#### TASK DESCRIPTION
Read the records below and copy each line that contains "Katzbachstraße".

:::

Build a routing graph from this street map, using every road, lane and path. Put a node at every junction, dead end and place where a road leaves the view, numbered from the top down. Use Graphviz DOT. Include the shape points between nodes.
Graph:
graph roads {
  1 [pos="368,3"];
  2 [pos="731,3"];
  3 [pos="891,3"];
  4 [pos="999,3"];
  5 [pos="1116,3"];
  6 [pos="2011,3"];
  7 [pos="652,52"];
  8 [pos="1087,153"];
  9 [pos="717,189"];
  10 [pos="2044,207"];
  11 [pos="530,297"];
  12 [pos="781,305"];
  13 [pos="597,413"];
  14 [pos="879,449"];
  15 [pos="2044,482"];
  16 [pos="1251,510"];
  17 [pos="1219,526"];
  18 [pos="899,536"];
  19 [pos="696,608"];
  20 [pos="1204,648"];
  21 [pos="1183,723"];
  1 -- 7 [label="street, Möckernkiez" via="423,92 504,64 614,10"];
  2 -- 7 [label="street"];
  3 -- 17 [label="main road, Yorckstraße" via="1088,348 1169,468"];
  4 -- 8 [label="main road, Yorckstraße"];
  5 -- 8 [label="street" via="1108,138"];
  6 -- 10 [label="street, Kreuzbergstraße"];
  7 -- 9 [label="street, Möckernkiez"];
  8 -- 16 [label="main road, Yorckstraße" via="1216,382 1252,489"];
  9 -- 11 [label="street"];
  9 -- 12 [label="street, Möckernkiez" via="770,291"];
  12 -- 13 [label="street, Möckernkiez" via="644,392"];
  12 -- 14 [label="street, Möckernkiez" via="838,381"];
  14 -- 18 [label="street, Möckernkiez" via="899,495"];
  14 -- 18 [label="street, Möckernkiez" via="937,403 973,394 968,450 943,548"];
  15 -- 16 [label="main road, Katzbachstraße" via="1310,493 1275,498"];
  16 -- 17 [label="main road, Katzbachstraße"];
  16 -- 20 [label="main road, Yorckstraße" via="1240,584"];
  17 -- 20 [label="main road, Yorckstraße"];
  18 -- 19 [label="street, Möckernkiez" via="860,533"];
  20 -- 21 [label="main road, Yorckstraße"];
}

:::

#### ANSWER BOX
  15 -- 16 [label="main road, Katzbachstraße" via="1310,493 1275,498"];
  16 -- 17 [label="main road, Katzbachstraße"];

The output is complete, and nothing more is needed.